About this exercise: Say how many lines below have "bends" in them, giving the number alone.
[[ Records for processing open ]]
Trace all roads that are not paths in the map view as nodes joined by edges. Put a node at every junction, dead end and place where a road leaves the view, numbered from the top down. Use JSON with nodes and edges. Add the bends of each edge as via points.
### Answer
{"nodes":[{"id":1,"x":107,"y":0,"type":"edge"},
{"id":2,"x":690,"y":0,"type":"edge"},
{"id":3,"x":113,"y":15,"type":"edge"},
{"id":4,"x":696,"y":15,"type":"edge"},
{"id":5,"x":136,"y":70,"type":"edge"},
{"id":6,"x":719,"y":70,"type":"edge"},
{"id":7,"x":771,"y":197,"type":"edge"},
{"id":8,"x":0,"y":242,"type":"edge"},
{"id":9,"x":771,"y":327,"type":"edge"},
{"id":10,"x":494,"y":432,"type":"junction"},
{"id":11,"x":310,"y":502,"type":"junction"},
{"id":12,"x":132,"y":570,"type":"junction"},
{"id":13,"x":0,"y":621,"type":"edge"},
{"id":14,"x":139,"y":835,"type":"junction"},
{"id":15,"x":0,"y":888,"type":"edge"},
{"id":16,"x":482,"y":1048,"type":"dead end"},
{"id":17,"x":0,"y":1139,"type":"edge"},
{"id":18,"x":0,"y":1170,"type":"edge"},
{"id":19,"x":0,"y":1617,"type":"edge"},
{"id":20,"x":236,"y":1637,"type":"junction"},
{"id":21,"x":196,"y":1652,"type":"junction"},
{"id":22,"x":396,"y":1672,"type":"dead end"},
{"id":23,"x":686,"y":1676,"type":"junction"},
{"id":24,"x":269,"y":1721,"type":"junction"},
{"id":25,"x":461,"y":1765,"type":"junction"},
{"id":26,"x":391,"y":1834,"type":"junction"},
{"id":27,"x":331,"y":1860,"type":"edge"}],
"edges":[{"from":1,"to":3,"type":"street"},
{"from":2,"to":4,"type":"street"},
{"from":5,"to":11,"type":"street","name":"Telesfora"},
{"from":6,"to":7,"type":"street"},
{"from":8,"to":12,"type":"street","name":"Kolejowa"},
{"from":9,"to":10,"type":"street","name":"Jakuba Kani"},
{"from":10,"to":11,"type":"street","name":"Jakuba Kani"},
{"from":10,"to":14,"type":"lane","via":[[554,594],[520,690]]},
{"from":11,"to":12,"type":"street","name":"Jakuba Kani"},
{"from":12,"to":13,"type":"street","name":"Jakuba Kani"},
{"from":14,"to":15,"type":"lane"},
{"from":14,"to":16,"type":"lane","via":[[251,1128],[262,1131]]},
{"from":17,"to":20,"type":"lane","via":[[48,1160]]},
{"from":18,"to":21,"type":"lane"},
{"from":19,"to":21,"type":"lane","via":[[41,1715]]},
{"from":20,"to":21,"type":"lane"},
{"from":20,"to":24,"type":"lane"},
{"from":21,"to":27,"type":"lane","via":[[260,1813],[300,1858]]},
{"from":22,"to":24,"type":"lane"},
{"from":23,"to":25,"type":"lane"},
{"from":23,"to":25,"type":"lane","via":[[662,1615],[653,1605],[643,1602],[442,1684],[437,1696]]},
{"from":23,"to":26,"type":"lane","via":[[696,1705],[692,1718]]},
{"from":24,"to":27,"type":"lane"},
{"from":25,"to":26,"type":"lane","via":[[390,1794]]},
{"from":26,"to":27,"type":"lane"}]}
[[ Records for processing closed ]]
[[ Records for processing open ]]
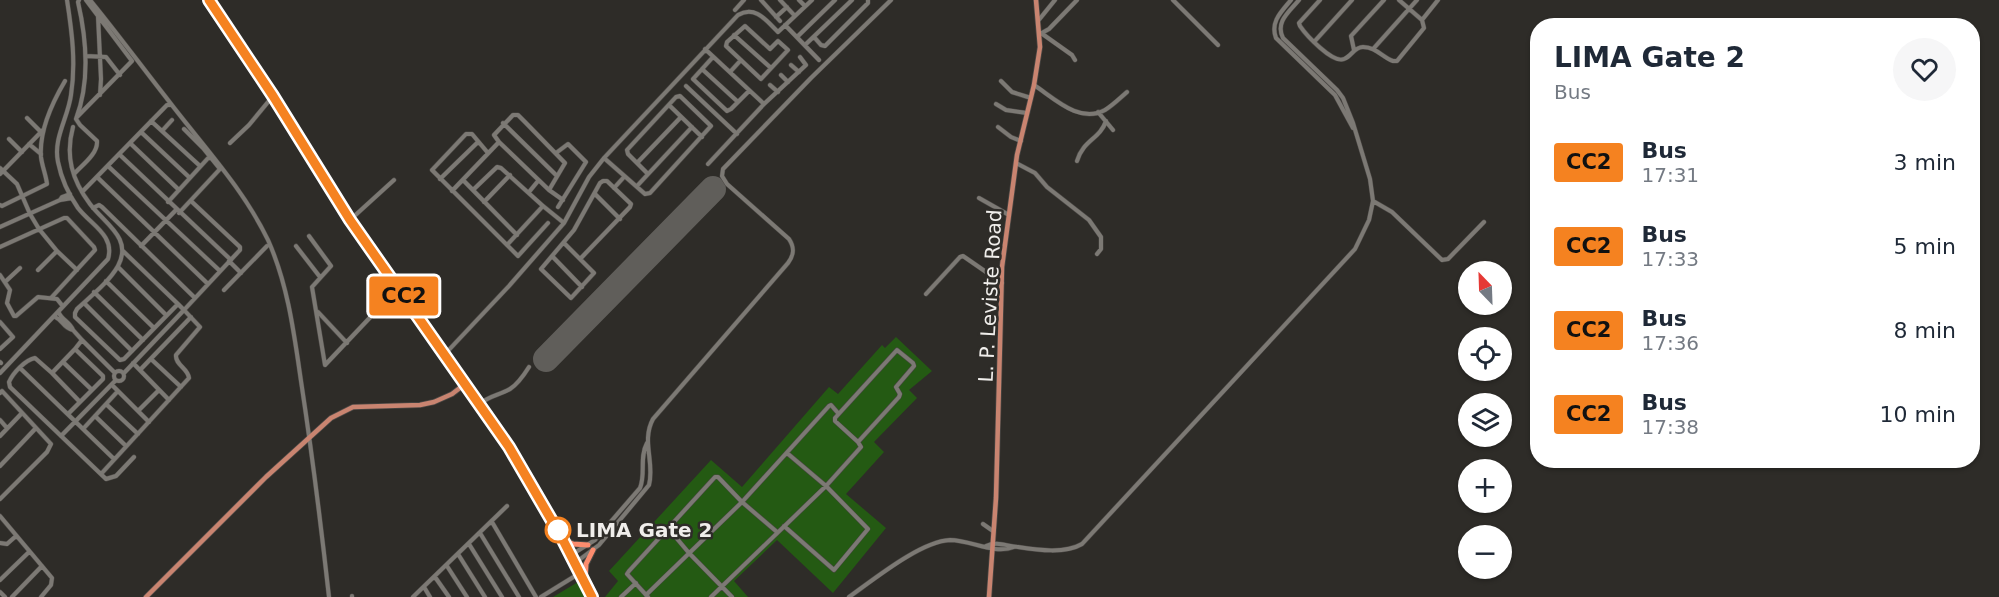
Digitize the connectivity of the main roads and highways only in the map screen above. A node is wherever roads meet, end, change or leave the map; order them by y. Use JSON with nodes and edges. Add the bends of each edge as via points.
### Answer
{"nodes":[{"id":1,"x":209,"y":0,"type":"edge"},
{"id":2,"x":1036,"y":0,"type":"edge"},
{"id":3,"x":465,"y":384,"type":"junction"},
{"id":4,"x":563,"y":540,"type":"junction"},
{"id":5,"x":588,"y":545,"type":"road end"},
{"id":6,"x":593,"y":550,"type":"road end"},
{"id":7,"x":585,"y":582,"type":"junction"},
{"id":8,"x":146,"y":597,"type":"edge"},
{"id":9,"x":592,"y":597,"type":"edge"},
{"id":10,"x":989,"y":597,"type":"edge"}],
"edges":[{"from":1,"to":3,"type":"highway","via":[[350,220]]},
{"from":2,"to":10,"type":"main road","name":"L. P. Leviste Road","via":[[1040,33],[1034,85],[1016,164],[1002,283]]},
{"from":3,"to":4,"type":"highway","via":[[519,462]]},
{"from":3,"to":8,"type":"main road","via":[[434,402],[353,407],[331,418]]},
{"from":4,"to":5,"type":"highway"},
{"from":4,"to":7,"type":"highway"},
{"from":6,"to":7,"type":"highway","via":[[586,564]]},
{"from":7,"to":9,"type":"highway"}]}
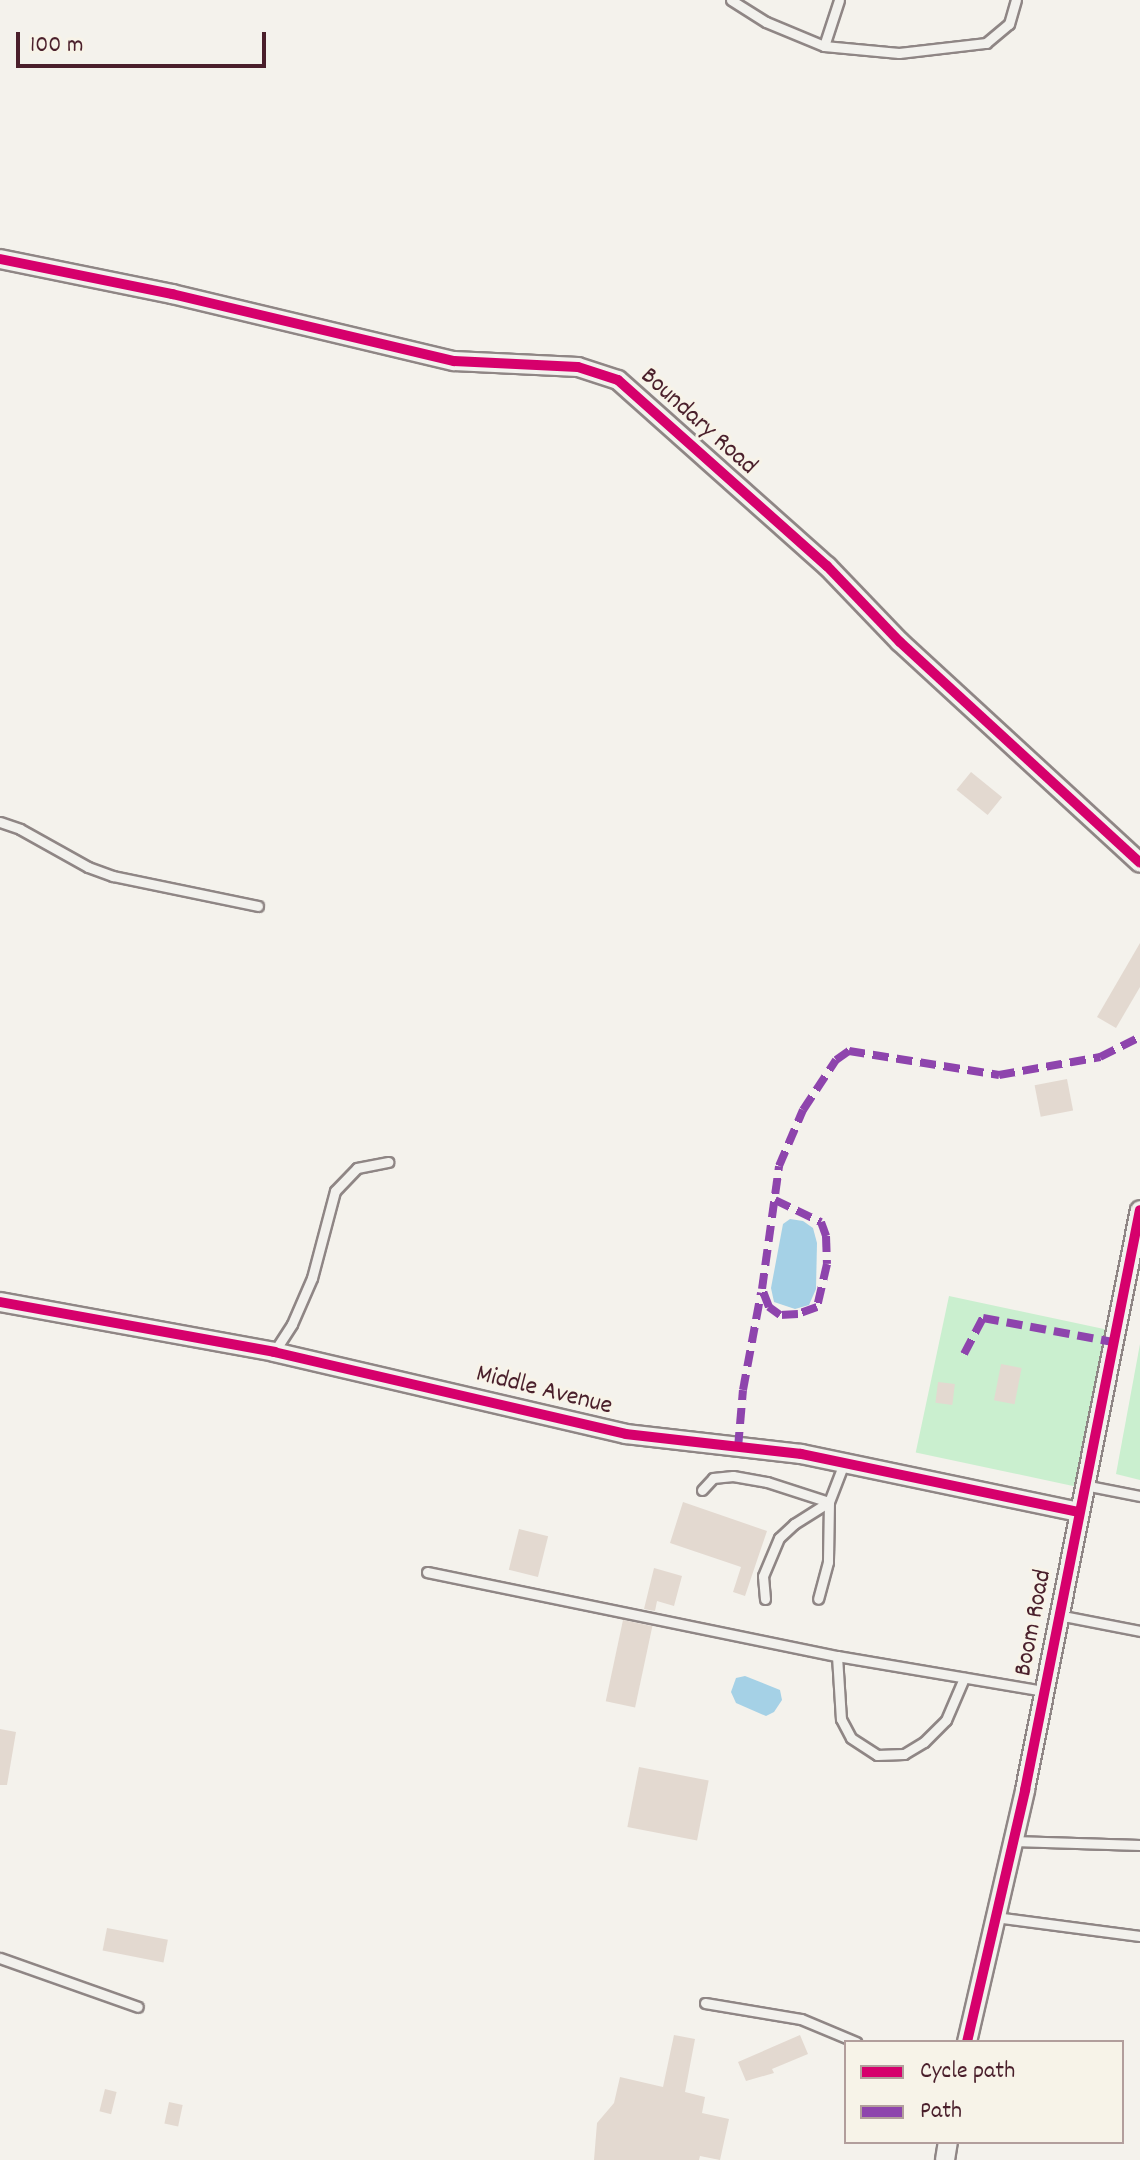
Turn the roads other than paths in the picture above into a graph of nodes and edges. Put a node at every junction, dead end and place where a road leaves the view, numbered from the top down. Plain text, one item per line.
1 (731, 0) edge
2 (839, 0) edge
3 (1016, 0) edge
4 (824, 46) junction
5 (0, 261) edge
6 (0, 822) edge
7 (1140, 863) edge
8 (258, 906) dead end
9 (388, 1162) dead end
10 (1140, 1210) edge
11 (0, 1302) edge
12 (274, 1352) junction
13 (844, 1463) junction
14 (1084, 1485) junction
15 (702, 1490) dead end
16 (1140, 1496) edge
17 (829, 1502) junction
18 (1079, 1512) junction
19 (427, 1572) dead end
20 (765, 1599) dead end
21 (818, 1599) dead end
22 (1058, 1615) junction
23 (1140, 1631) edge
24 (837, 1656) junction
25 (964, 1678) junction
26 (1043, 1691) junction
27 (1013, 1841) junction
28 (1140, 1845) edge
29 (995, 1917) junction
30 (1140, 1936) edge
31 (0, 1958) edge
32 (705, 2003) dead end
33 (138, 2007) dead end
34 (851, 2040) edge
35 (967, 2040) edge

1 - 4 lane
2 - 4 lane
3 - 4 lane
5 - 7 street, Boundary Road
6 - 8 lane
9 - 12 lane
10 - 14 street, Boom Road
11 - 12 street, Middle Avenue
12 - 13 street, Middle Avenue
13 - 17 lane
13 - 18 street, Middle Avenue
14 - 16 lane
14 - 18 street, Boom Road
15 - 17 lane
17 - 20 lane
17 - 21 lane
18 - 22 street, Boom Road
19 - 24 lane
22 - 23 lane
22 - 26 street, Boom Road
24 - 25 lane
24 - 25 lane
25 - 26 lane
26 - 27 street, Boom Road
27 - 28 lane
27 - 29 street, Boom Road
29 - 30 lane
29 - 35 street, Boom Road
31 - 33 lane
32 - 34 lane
[[ Records for processing closed ]]
Output below: 2